UK judge protests detention of male Romani refugees

02 April 1998

The wire service Press Association reported on December 3 that a senior British judge had expressed concern over the „apparent policy” of detaining male heads of Romani families as it is feared that they might resist deportation if their claims to political asylum in the UK are unsuccessful. Mr Justice Kay stated at London’s High Court that it was „arbitrary and unfair” that individuals were selected for detention by the Home Office immigration authorities „simply on the basis of their sex.” The judge said he was „troubled” by the issue when he considered the case of a Czech Rom named Andrej Ferko, held in Rochester prison, Kent, since arriving by ferry at Dover last October. Mr Ferko’s wife and 12-year-old daughter were housed in London.
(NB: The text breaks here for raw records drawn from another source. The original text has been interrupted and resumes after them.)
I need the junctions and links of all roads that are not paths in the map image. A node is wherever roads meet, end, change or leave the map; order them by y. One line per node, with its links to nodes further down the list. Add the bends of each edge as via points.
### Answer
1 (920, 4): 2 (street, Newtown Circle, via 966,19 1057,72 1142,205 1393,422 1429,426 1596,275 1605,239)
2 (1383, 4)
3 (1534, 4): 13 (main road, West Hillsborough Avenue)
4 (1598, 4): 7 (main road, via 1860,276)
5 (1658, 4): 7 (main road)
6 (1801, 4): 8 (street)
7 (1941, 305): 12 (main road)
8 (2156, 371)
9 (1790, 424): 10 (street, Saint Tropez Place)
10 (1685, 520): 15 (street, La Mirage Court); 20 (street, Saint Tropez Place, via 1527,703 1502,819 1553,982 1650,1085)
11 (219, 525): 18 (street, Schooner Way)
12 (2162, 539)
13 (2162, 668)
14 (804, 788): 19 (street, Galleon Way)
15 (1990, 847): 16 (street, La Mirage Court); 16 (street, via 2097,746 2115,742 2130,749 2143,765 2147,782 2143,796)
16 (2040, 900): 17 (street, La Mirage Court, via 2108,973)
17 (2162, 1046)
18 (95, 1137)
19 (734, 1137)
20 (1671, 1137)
Mr Ferko was applying for leave to seek judicial review of Home Secretary Jack Straw’s decision to keep him in custody, and the further decision of a special adjudicator not to grant him bail pending his appeal against a refusal of asylum. The judge adjourned the court for a week on December 3 to give Home Office lawyers time to investigate and explain detention procedures to the court. Mr Justice Kay stated that, „One of the things troubling me here is the apparent policy at the moment of locking up the husband and letting the wife through when the two people are in an identical position.” Mr Robin Tam, a representative of the Home Office, stated that he had been „taken by surprise” by the point raised by Mr Justice Kay. The Home Office subsequently responded by submitting an affidavit stating that they saw it as reasonable to detain the male head of the family, since in Britain male heads of families often apply for asylum with their families listed as dependants.